(Brief)
Return verbatim all lines from the first one in the records to the line with "font.getXPos(glyphs, xs, x);", both ends kept.

---------- Dataset

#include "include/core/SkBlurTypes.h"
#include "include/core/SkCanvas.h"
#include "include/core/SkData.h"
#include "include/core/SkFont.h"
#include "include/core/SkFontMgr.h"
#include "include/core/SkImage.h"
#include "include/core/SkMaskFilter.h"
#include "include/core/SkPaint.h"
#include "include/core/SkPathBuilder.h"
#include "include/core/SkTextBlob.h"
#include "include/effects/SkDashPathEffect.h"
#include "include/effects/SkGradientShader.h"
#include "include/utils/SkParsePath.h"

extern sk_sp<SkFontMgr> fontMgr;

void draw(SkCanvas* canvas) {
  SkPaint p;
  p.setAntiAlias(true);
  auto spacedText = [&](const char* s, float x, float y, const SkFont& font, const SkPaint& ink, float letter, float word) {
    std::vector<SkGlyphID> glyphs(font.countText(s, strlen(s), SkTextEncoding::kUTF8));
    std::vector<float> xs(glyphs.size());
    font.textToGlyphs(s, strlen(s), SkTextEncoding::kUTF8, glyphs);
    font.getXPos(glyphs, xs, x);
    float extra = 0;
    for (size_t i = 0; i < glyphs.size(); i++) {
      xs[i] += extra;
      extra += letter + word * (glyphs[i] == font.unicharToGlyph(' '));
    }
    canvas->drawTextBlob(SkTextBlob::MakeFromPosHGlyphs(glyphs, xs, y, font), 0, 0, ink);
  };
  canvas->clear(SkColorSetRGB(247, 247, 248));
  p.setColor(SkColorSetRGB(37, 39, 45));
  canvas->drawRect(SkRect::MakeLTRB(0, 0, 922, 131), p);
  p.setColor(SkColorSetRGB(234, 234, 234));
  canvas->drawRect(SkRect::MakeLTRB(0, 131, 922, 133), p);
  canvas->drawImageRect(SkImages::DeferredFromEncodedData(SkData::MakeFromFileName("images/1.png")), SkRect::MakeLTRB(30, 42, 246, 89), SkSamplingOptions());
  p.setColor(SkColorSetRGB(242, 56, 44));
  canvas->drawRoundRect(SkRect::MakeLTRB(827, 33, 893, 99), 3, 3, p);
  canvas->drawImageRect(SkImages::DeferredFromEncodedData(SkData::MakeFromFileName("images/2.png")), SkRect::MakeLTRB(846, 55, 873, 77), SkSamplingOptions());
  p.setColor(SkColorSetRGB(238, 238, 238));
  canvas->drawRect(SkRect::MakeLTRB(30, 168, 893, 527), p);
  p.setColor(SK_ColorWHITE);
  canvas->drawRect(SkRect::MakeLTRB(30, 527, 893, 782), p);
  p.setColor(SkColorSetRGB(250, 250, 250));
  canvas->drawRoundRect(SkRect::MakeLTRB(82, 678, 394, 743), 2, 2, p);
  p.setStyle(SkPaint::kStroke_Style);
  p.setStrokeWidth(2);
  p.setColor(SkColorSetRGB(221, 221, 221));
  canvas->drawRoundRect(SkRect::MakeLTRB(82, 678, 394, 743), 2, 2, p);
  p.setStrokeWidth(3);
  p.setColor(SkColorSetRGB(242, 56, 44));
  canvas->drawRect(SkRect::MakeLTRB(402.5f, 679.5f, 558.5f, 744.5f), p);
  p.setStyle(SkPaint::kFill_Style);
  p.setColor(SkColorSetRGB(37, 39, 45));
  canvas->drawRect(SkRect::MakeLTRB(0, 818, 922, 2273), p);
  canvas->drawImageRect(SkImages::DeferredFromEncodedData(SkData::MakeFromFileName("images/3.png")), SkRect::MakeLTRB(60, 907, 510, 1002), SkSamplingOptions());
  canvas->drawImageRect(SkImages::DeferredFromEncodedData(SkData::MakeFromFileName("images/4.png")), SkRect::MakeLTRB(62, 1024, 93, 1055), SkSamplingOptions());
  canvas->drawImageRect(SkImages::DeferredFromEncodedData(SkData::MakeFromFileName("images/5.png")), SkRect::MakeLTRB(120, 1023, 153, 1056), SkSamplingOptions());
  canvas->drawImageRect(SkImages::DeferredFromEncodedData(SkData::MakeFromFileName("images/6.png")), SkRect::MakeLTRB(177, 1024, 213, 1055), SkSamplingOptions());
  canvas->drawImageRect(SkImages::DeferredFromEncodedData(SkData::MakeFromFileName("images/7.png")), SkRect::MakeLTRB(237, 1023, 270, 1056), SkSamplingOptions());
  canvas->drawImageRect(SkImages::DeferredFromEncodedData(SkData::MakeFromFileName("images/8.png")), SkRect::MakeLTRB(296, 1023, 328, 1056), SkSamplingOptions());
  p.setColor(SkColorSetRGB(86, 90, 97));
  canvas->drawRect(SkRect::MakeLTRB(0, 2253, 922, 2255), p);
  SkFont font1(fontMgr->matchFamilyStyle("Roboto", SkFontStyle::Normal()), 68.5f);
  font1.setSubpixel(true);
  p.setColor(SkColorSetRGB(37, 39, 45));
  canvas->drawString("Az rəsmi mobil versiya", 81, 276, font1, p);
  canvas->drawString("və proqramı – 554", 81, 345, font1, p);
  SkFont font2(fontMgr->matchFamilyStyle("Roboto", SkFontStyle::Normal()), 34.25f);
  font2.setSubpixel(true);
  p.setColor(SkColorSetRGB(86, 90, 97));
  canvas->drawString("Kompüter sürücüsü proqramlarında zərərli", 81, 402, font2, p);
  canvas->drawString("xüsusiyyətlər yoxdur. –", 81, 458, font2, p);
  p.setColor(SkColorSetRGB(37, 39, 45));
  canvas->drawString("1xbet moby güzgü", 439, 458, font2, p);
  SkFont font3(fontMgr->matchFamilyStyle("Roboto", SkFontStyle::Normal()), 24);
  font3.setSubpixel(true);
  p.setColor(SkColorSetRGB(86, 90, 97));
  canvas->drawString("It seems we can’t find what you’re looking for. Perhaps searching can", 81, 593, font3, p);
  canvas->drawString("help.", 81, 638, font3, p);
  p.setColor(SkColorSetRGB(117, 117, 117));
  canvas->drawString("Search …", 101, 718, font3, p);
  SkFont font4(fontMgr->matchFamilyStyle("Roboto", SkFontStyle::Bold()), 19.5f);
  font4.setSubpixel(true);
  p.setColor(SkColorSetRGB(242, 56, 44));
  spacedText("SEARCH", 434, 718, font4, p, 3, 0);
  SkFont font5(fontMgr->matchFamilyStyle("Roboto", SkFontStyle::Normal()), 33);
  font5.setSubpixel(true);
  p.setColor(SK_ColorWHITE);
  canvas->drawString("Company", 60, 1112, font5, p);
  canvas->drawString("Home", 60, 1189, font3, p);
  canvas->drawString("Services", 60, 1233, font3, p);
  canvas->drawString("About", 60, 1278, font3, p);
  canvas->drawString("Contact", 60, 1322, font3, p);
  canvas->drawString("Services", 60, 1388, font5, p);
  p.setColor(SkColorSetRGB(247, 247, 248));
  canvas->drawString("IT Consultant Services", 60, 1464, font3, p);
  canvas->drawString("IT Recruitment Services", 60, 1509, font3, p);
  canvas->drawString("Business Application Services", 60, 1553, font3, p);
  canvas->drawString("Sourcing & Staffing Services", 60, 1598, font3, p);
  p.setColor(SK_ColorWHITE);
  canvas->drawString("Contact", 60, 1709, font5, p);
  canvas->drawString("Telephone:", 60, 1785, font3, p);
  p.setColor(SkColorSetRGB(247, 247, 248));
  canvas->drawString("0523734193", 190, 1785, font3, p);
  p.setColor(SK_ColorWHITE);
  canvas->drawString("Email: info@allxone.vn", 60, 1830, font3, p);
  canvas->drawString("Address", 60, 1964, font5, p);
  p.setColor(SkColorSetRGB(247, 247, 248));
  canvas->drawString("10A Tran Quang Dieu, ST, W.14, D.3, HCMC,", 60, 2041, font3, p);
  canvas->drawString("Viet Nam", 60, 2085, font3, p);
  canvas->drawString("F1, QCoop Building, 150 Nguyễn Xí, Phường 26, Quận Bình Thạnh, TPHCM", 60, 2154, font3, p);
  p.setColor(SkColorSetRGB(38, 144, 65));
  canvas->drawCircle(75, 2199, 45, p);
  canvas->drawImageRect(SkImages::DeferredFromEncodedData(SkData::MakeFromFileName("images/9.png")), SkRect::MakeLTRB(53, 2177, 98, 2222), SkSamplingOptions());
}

--------------------

(Response below)
#include "include/core/SkBlurTypes.h"
#include "include/core/SkCanvas.h"
#include "include/core/SkData.h"
#include "include/core/SkFont.h"
#include "include/core/SkFontMgr.h"
#include "include/core/SkImage.h"
#include "include/core/SkMaskFilter.h"
#include "include/core/SkPaint.h"
#include "include/core/SkPathBuilder.h"
#include "include/core/SkTextBlob.h"
#include "include/effects/SkDashPathEffect.h"
#include "include/effects/SkGradientShader.h"
#include "include/utils/SkParsePath.h"

extern sk_sp<SkFontMgr> fontMgr;

void draw(SkCanvas* canvas) {
  SkPaint p;
  p.setAntiAlias(true);
  auto spacedText = [&](const char* s, float x, float y, const SkFont& font, const SkPaint& ink, float letter, float word) {
    std::vector<SkGlyphID> glyphs(font.countText(s, strlen(s), SkTextEncoding::kUTF8));
    std::vector<float> xs(glyphs.size());
    font.textToGlyphs(s, strlen(s), SkTextEncoding::kUTF8, glyphs);
    font.getXPos(glyphs, xs, x);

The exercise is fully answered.